There is one illuminating chapter on the Hindenburg disaster and how it was attributed to the refusal of the Federal Government to sell helium to the Germans because of the 1925 Helium Act. The United States had all of the world’s helium reserves at that time. Helium cannot be manufactured; it comes from radioactive decay and the Universe-forming big bang.

The explosion was due to an electrostatic discharge when attempting to land that caught the cover on fire and subsequently ignited the hydrogen. The hydrogen burned up, as the passengers were below the hydrogen filled gas bags, yet only 2 victims burned to death; the remaining deaths were attributed to the fall to the ground and mechanical structure damage upon impact. Many survived.

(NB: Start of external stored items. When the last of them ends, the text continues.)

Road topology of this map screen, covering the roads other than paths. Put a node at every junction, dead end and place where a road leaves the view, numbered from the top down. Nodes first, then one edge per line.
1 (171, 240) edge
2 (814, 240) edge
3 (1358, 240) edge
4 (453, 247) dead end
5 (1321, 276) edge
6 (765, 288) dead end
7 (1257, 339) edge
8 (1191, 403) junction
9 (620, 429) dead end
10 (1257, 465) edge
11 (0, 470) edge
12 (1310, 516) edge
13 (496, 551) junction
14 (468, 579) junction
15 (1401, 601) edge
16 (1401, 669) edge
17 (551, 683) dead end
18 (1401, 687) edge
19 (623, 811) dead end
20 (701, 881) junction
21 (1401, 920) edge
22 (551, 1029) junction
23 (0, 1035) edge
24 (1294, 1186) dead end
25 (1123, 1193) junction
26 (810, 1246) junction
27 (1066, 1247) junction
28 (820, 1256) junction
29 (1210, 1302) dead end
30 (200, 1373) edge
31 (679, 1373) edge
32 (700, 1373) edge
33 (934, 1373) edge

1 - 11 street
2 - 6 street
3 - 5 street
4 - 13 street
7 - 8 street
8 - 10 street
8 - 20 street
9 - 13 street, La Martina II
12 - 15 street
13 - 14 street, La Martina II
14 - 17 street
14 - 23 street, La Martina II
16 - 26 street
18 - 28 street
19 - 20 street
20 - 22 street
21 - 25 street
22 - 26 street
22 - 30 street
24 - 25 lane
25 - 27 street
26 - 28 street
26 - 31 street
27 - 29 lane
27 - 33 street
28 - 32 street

One chapter that is tangentially related to the topic is not worth the price of an entire book. How many trees have to die for bad ideas to keep getting print? Perhaps that would be a good project for a graduate student of economics. Calculate the net carbon footprint of bad, and proven to be incorrect, works like Silent Spring, The Population Bomb and The Emperor’s New Hydrogen Economy.

Austrians are quick to point out that current “high” petroleum prices are a result of the destruction of the dollar against other currencies during the tenure of Greenspan/Bush II, not as a result of any petroleum shortage. Peak Oil, the Hubbert Peak is still (as they always seem to be) in the future. Nobody lives in the future; only the free market, human action, has a proven track record of making a better today.

The hydrogen economy is just another fad that will fade in time as it has no substance. I am not saying that hydrogen technology will fade, just that the fad of it being a solution to an ill-defined problem will.

Only the free market sorts out what does and does not work. The market iterates ten of billions of times every day, day in day out, year in year out, all over the world in finding solutions to mankind’s problems (many of which are government contrived). Mankind has been aggregating in voluntary social groups transforming the face of the earth for tens of thousands of years. This is where all of our viable technology comes from, individual creativity and hard work transforming scarcity into abundance, not from the political process of socialism (red or blue state variety).

The candidacy of Ron Paul this year is the most vibrant statement of this truth in a century. Mankind needs him as the next President of the United States, so we can continue the peaceful and cooperative agenda of Human Action.